> _Data provided_:
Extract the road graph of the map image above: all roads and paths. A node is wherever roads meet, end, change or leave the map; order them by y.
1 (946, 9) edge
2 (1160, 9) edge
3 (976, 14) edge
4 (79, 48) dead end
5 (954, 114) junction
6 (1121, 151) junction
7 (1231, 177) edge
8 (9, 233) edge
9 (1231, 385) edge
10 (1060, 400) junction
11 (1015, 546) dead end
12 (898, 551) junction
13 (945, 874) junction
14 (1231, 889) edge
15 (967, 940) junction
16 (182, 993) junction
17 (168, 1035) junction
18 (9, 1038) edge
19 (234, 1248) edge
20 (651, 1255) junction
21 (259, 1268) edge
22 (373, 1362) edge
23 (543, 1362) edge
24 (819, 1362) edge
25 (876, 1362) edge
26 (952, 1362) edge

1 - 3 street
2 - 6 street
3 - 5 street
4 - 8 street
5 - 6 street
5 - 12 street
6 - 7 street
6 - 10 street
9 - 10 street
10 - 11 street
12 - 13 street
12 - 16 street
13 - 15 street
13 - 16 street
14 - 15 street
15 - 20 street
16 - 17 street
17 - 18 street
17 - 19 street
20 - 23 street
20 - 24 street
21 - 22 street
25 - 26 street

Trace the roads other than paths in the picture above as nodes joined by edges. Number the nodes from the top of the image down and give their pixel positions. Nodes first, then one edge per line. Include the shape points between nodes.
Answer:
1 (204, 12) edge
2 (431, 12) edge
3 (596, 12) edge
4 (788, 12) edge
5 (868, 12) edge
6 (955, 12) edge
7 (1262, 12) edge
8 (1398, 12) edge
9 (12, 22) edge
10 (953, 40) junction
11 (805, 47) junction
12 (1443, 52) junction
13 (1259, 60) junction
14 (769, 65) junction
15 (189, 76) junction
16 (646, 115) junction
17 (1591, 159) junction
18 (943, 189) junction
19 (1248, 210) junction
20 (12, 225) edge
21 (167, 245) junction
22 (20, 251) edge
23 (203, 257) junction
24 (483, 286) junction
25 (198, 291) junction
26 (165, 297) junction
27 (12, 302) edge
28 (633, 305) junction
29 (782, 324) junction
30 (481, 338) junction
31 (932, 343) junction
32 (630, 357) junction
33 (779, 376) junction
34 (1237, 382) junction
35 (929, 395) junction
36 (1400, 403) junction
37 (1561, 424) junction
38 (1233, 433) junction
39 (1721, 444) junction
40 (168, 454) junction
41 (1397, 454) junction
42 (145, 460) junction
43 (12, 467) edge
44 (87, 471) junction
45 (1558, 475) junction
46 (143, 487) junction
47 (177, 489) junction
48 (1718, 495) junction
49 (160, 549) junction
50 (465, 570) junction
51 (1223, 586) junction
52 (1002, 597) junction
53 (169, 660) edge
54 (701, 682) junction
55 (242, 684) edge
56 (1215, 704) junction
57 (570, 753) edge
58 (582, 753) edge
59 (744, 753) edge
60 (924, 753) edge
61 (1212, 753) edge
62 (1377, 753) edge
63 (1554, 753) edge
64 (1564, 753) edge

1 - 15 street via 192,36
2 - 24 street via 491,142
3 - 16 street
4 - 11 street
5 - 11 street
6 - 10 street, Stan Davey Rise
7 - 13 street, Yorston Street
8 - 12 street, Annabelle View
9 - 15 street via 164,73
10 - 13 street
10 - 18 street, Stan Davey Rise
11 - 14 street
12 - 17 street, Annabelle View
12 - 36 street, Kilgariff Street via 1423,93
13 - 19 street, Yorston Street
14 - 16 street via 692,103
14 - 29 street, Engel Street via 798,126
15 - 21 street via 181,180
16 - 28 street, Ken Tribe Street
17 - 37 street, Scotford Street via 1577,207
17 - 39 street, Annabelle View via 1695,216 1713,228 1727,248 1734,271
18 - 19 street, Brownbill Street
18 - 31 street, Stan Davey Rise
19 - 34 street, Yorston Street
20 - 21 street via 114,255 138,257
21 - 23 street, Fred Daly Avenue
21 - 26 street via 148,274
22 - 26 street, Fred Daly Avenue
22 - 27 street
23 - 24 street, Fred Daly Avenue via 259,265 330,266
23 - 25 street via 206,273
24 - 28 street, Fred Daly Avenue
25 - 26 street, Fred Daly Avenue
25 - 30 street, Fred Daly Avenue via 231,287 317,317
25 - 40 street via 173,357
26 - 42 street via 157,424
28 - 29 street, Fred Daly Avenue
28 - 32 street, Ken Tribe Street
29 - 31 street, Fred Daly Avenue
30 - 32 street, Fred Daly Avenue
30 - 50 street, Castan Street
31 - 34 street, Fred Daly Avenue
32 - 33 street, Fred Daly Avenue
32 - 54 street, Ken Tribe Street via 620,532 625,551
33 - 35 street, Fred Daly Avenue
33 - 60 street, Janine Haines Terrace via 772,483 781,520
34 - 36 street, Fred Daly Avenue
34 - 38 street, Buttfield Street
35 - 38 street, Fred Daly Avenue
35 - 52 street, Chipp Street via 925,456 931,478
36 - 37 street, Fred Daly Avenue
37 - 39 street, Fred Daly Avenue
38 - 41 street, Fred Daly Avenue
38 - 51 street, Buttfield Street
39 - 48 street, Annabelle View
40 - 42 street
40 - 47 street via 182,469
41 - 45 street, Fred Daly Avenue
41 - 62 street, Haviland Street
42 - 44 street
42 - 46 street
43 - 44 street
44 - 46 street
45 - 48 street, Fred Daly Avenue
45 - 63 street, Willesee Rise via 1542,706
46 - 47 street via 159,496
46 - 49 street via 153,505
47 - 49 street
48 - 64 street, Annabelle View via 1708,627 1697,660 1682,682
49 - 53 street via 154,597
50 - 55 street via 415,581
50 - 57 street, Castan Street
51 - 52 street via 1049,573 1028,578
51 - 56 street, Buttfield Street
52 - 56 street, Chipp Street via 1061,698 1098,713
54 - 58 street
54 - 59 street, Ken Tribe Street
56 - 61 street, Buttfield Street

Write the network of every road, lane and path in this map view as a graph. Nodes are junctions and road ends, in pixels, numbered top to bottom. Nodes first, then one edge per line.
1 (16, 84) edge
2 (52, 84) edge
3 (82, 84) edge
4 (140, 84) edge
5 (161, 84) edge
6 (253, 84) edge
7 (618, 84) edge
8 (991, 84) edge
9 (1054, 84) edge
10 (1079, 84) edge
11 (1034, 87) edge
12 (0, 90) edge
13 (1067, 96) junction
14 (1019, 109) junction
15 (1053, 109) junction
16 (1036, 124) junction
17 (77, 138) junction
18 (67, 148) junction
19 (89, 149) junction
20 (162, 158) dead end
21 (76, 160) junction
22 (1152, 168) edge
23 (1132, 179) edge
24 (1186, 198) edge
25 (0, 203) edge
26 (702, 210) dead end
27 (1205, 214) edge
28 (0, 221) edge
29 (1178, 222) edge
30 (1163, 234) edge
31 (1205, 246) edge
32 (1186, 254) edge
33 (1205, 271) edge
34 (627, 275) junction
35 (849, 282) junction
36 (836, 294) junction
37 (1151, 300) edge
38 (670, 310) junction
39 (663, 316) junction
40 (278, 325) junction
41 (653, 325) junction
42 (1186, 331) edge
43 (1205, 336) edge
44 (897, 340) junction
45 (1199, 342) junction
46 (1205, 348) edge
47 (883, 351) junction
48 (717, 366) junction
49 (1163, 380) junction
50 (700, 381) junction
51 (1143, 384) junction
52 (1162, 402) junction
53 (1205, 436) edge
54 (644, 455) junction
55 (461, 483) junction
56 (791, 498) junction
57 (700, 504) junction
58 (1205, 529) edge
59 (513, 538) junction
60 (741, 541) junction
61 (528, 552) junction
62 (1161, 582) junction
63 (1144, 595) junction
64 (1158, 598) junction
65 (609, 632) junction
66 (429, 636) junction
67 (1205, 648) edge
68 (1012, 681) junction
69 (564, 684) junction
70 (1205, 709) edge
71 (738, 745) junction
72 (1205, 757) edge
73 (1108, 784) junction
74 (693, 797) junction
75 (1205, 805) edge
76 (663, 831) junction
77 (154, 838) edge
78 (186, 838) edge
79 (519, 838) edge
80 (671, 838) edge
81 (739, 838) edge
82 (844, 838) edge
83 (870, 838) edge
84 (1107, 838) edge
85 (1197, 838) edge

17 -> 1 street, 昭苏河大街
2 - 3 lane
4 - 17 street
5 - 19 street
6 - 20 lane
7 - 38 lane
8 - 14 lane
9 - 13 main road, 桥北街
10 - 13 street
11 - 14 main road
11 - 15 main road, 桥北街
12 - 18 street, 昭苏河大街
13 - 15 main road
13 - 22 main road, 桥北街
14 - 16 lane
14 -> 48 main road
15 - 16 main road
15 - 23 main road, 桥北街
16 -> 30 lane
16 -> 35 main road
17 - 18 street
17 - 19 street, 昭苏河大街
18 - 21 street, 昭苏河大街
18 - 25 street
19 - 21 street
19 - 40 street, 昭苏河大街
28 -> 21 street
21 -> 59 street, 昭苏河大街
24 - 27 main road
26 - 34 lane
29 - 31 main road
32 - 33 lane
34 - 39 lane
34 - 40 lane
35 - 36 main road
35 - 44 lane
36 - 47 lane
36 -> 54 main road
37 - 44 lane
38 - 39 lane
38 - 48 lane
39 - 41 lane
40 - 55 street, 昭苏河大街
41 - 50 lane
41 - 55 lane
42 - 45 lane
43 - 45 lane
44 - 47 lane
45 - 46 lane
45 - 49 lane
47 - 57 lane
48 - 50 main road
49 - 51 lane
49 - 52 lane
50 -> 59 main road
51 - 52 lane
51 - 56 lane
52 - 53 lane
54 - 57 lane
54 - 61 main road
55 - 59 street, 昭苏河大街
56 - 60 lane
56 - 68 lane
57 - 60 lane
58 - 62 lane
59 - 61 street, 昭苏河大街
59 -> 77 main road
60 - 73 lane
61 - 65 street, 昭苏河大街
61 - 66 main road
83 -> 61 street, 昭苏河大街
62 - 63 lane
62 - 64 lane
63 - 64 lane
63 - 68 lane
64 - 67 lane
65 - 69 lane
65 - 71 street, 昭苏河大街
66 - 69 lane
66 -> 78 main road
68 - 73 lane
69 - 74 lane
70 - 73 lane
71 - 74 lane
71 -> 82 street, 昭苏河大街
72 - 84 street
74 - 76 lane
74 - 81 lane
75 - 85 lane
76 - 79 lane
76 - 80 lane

> _Work item_:
Please count the lines above that hold the string "Buttfield" and reply with the number alone.

> _Answer section_:
4